I've been looking at herbivory in the rainforest. Not in any great detail, I must admit, but when I see leaves like these, I try to see what's been nibbling them.
Many of the leaf nibblers are well camouflaged, nocturnal or both, so my success rate isn't high. But sometimes I hit paydirt. This otherwise immaculate vine ...
... hosted a cluster of these critters. I think they're chrysomelid (leaf beetle) larvae, but I'm not betting my superannuation on that identification.
Herbivory goes on much closer to the forest floor. The caterpillars of the leafwing butterfly (Doleschallia bisaltide: Nymphalidae) live among the leaf litter. The main host plant is the small, forest edge species Pseuderanthemum variabile.
The bright colours of the caterpillar contrast with the cryptic pattern of the wings of the adults.
And then there's this type of leaf damage: wild ginger (Alpinia caerulea) with big v-shaped cuts.

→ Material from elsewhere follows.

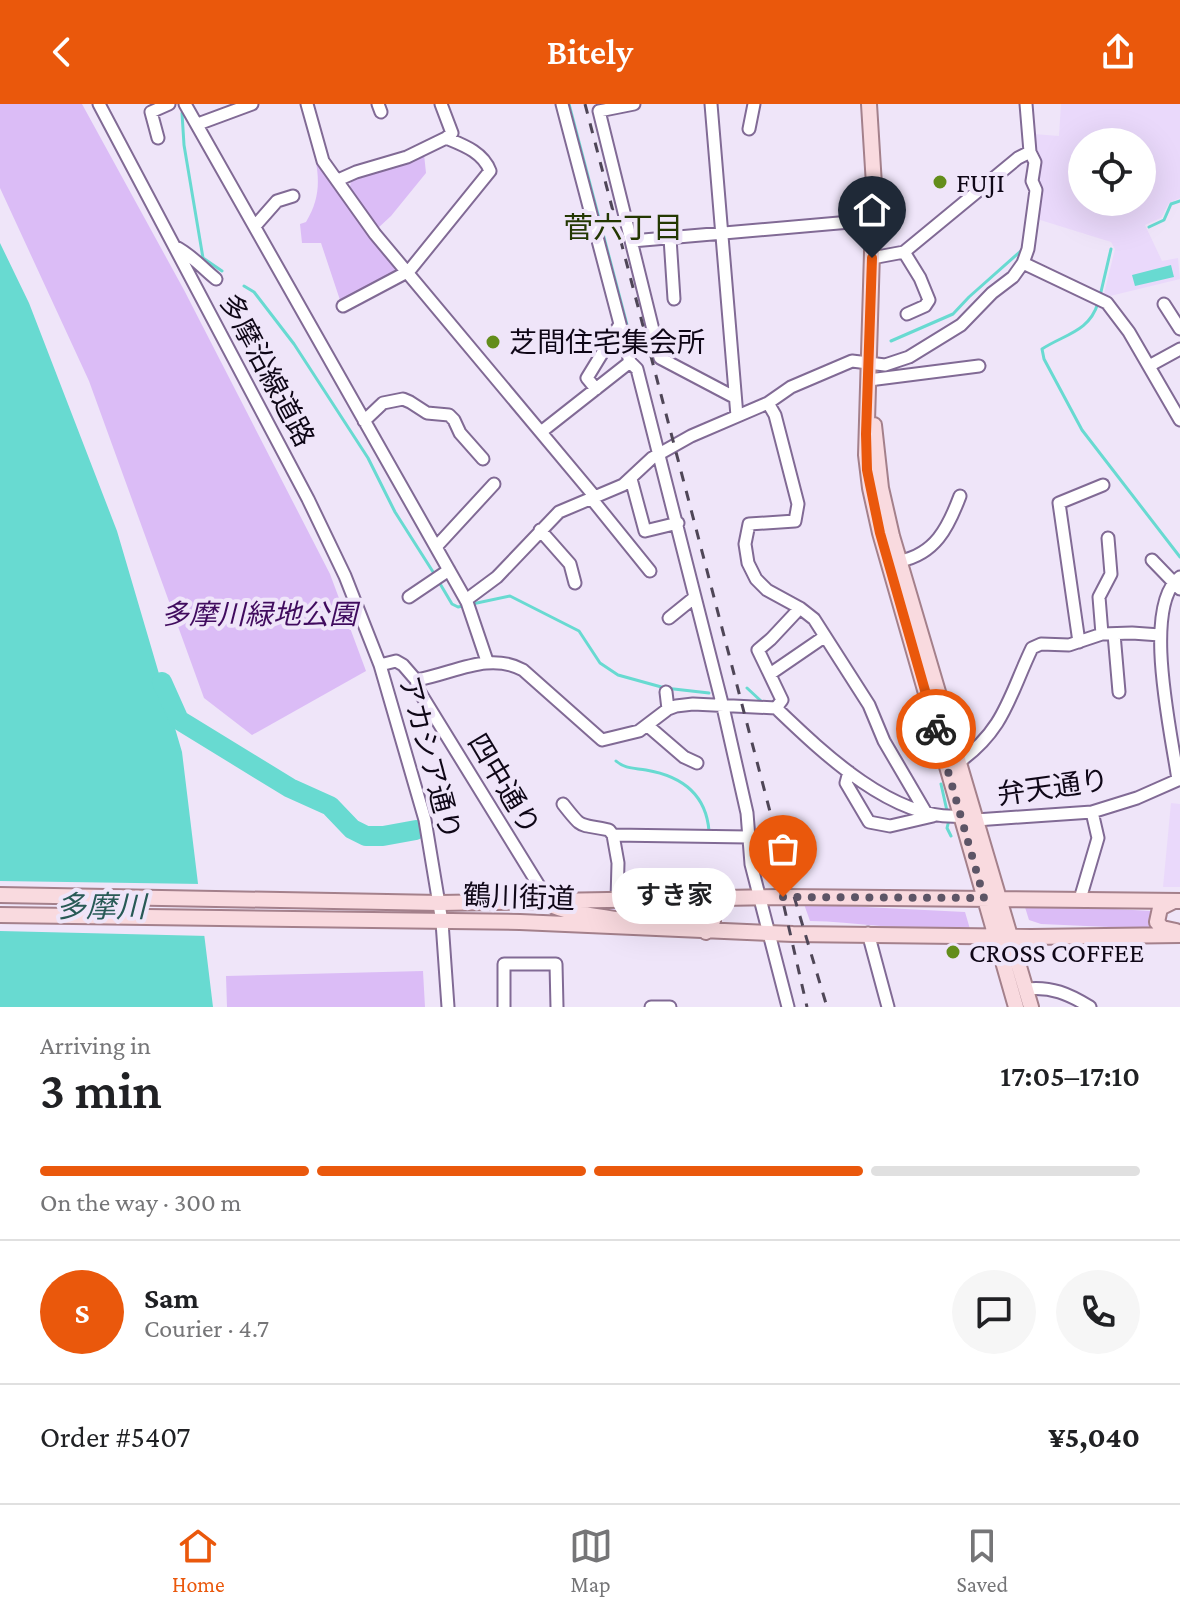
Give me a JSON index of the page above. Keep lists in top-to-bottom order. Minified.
{"streets":{"main road":["鶴川街道"],"street":["多摩沿線道路","アカシア通り","四中通り","弁天通り"]},"crossings":[["多摩沿線道路","アカシア通り"],["アカシア通り","鶴川街道"],["四中通り","鶴川街道"]],"districts":["菅六丁目"],"water":["多摩川"],"parks":["多摩川緑地公園"],"places":["FUJI","芝間住宅集会所","すき家","CROSS COFFEE"],"page":{"header":"Bitely","bubble":"すき家","heading":["3 min","Arriving in","17:05–17:10"],"panel":["Sam","Courier · 4.7","Order #5407","¥5,040"],"bar":"On the way · 300 m","round":"S","tabs":["Home","Map","Saved"]}}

The culprit is not a caterpillar or beetle larva, but a tooth-billed bowerbird.
This species doesn't build a bower for display, but clears a space on the rainforest floor and decorates it with fresh leaves. This male decorates his stage with ginger. Not from any old ginger plant, of course. He has two favourites, both of which he also used last year. They are creatures of habit.